» **What is required**
Reproduce the entries exactly and omit the pictures.

Collected data entries

═══

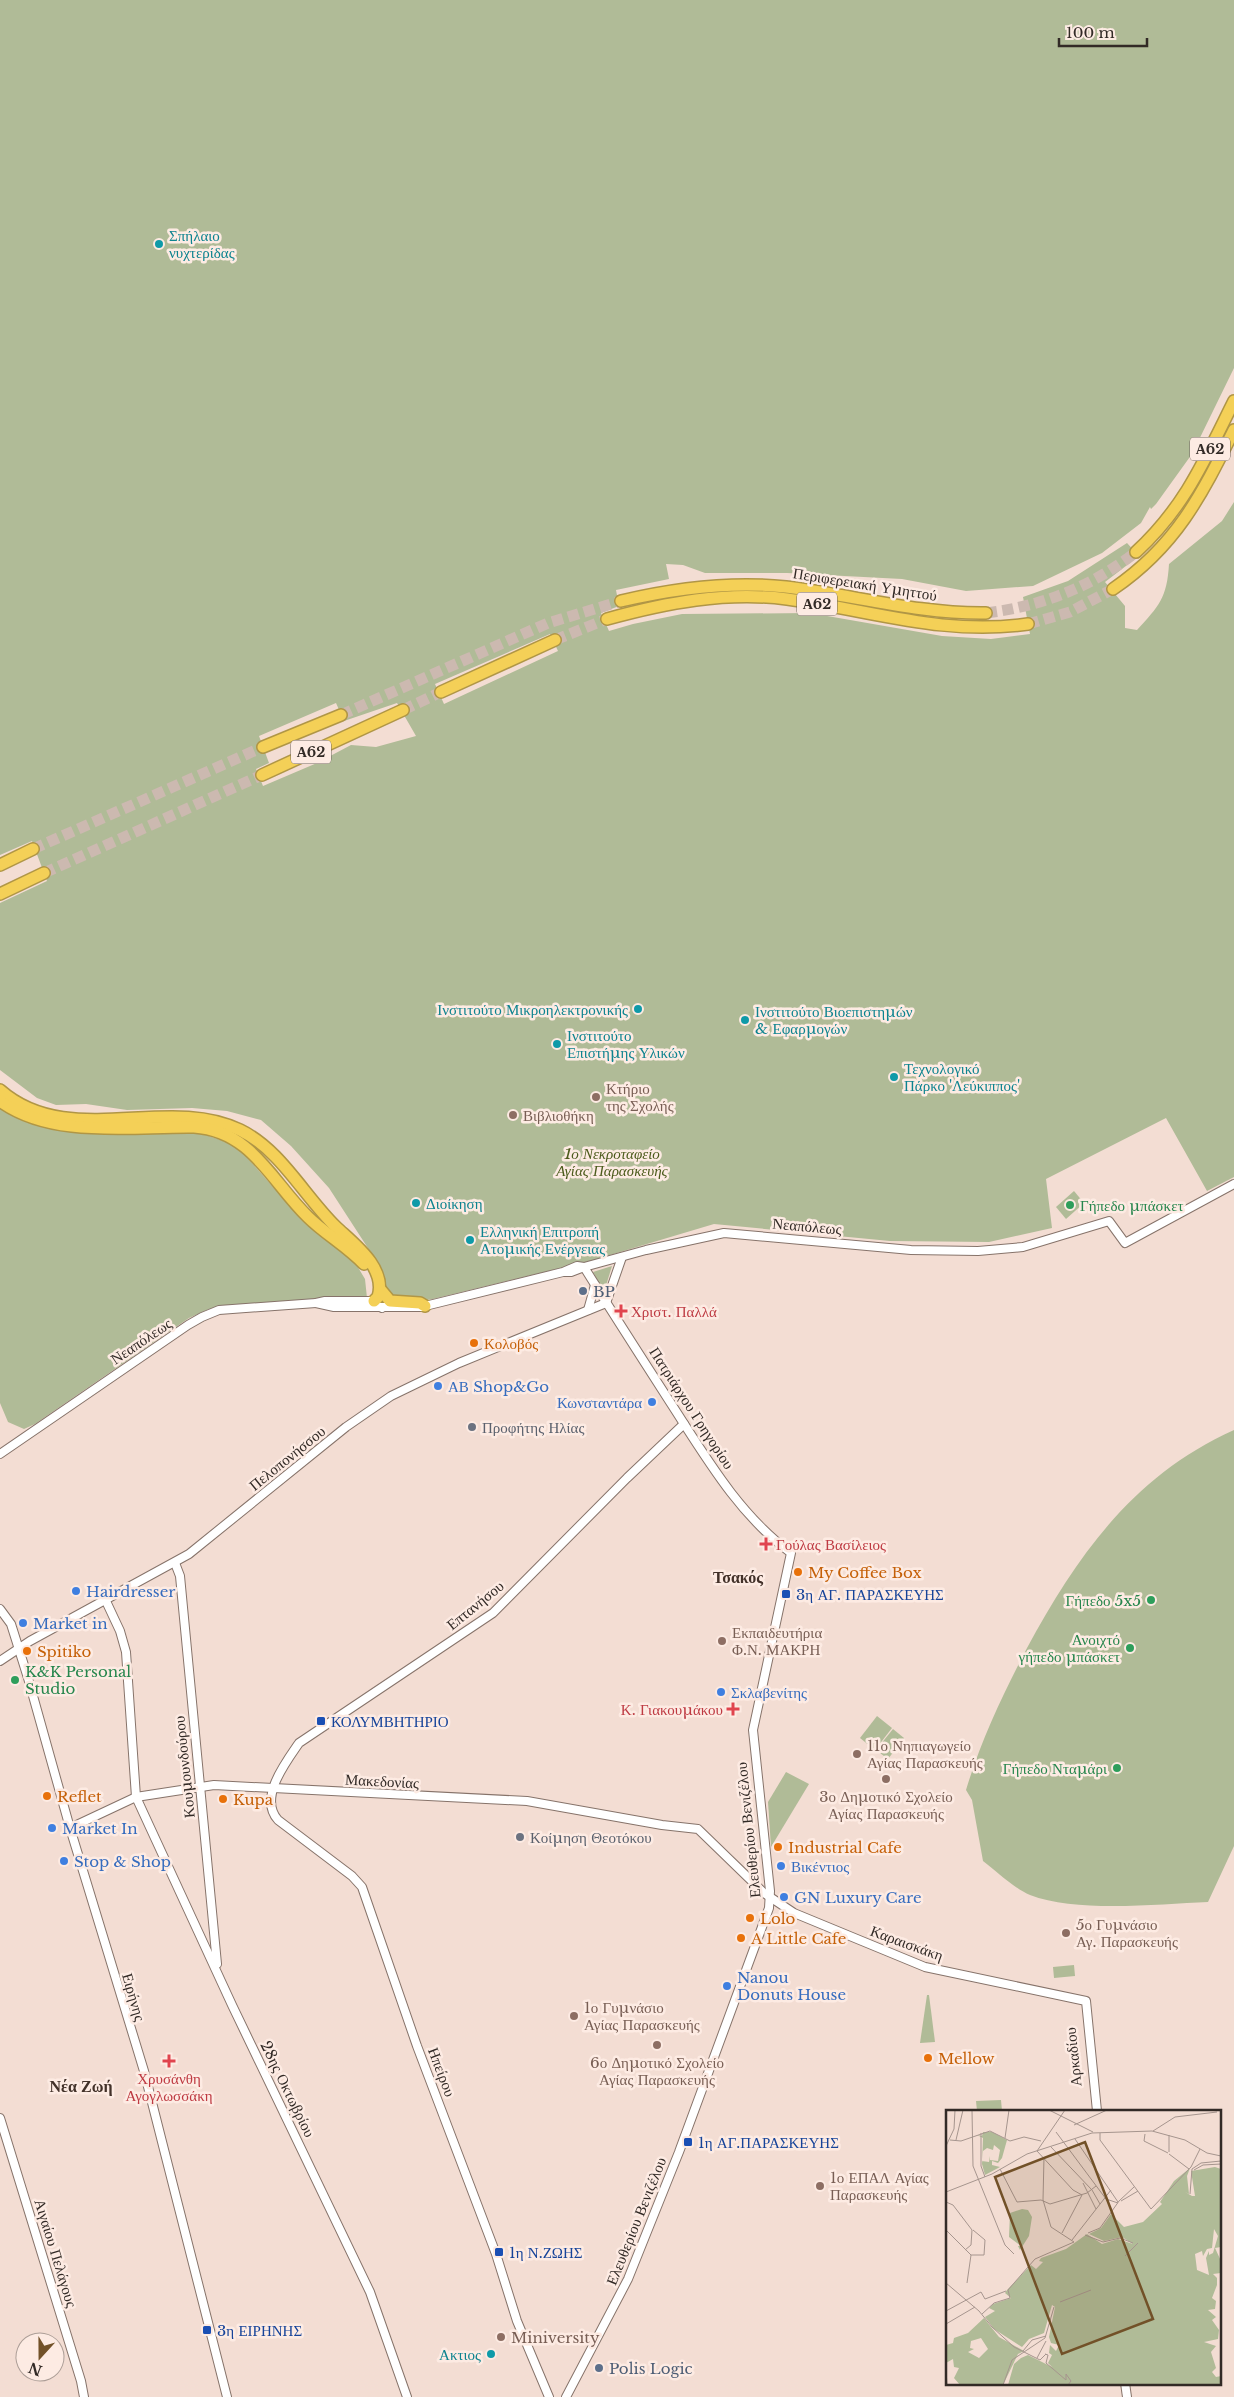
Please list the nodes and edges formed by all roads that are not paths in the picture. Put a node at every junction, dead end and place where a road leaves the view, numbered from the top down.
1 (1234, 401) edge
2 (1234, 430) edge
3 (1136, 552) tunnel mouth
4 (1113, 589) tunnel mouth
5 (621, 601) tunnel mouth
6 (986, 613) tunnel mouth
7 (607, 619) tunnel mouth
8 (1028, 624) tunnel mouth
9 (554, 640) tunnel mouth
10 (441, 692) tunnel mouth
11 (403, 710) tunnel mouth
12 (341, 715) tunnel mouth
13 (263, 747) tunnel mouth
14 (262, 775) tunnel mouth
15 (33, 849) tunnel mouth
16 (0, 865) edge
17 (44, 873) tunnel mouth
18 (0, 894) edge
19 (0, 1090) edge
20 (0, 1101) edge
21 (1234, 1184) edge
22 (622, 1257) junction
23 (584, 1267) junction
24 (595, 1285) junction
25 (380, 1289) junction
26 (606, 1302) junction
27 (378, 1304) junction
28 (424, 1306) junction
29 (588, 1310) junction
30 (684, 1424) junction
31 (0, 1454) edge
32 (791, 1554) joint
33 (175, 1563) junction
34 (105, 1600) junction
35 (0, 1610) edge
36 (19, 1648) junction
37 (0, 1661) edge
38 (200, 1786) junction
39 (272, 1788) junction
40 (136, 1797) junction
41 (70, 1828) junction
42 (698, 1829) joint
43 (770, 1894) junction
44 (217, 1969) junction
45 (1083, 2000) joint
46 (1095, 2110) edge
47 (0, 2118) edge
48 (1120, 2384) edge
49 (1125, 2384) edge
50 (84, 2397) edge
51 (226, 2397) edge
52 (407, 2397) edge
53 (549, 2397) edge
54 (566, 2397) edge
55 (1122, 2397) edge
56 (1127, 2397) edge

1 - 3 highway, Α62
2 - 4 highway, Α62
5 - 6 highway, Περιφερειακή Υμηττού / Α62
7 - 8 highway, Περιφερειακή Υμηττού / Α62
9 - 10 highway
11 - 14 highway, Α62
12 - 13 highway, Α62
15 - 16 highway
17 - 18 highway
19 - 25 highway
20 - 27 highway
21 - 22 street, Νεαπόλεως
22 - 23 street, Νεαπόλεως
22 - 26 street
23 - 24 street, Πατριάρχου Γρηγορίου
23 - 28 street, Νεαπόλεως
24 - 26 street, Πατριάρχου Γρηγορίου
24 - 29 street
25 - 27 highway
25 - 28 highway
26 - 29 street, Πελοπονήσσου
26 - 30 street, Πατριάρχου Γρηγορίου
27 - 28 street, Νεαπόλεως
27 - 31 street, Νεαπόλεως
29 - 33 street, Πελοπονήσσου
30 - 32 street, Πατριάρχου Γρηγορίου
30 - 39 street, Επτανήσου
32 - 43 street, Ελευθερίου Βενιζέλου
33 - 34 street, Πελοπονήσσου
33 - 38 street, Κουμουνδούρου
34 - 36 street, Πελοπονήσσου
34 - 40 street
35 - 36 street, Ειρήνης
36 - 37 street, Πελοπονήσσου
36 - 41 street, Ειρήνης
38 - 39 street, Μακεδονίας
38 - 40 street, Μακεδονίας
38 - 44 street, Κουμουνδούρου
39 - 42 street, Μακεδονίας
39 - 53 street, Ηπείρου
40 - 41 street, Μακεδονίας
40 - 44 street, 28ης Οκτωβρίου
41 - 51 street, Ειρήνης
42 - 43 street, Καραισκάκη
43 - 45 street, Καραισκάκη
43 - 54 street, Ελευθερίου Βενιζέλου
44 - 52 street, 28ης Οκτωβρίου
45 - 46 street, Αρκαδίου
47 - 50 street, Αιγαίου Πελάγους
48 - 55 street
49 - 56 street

═══

» **Result of this task**
Please list the nodes and edges formed by all roads that are not paths in the picture. Put a node at every junction, dead end and place where a road leaves the view, numbered from the top down.
1 (1234, 401) edge
2 (1234, 430) edge
3 (1136, 552) tunnel mouth
4 (1113, 589) tunnel mouth
5 (621, 601) tunnel mouth
6 (986, 613) tunnel mouth
7 (607, 619) tunnel mouth
8 (1028, 624) tunnel mouth
9 (554, 640) tunnel mouth
10 (441, 692) tunnel mouth
11 (403, 710) tunnel mouth
12 (341, 715) tunnel mouth
13 (263, 747) tunnel mouth
14 (262, 775) tunnel mouth
15 (33, 849) tunnel mouth
16 (0, 865) edge
17 (44, 873) tunnel mouth
18 (0, 894) edge
19 (0, 1090) edge
20 (0, 1101) edge
21 (1234, 1184) edge
22 (622, 1257) junction
23 (584, 1267) junction
24 (595, 1285) junction
25 (380, 1289) junction
26 (606, 1302) junction
27 (378, 1304) junction
28 (424, 1306) junction
29 (588, 1310) junction
30 (684, 1424) junction
31 (0, 1454) edge
32 (791, 1554) joint
33 (175, 1563) junction
34 (105, 1600) junction
35 (0, 1610) edge
36 (19, 1648) junction
37 (0, 1661) edge
38 (200, 1786) junction
39 (272, 1788) junction
40 (136, 1797) junction
41 (70, 1828) junction
42 (698, 1829) joint
43 (770, 1894) junction
44 (217, 1969) junction
45 (1083, 2000) joint
46 (1095, 2110) edge
47 (0, 2118) edge
48 (1120, 2384) edge
49 (1125, 2384) edge
50 (84, 2397) edge
51 (226, 2397) edge
52 (407, 2397) edge
53 (549, 2397) edge
54 (566, 2397) edge
55 (1122, 2397) edge
56 (1127, 2397) edge

1 - 3 highway, Α62
2 - 4 highway, Α62
5 - 6 highway, Περιφερειακή Υμηττού / Α62
7 - 8 highway, Περιφερειακή Υμηττού / Α62
9 - 10 highway
11 - 14 highway, Α62
12 - 13 highway, Α62
15 - 16 highway
17 - 18 highway
19 - 25 highway
20 - 27 highway
21 - 22 street, Νεαπόλεως
22 - 23 street, Νεαπόλεως
22 - 26 street
23 - 24 street, Πατριάρχου Γρηγορίου
23 - 28 street, Νεαπόλεως
24 - 26 street, Πατριάρχου Γρηγορίου
24 - 29 street
25 - 27 highway
25 - 28 highway
26 - 29 street, Πελοπονήσσου
26 - 30 street, Πατριάρχου Γρηγορίου
27 - 28 street, Νεαπόλεως
27 - 31 street, Νεαπόλεως
29 - 33 street, Πελοπονήσσου
30 - 32 street, Πατριάρχου Γρηγορίου
30 - 39 street, Επτανήσου
32 - 43 street, Ελευθερίου Βενιζέλου
33 - 34 street, Πελοπονήσσου
33 - 38 street, Κουμουνδούρου
34 - 36 street, Πελοπονήσσου
34 - 40 street
35 - 36 street, Ειρήνης
36 - 37 street, Πελοπονήσσου
36 - 41 street, Ειρήνης
38 - 39 street, Μακεδονίας
38 - 40 street, Μακεδονίας
38 - 44 street, Κουμουνδούρου
39 - 42 street, Μακεδονίας
39 - 53 street, Ηπείρου
40 - 41 street, Μακεδονίας
40 - 44 street, 28ης Οκτωβρίου
41 - 51 street, Ειρήνης
42 - 43 street, Καραισκάκη
43 - 45 street, Καραισκάκη
43 - 54 street, Ελευθερίου Βενιζέλου
44 - 52 street, 28ης Οκτωβρίου
45 - 46 street, Αρκαδίου
47 - 50 street, Αιγαίου Πελάγους
48 - 55 street
49 - 56 street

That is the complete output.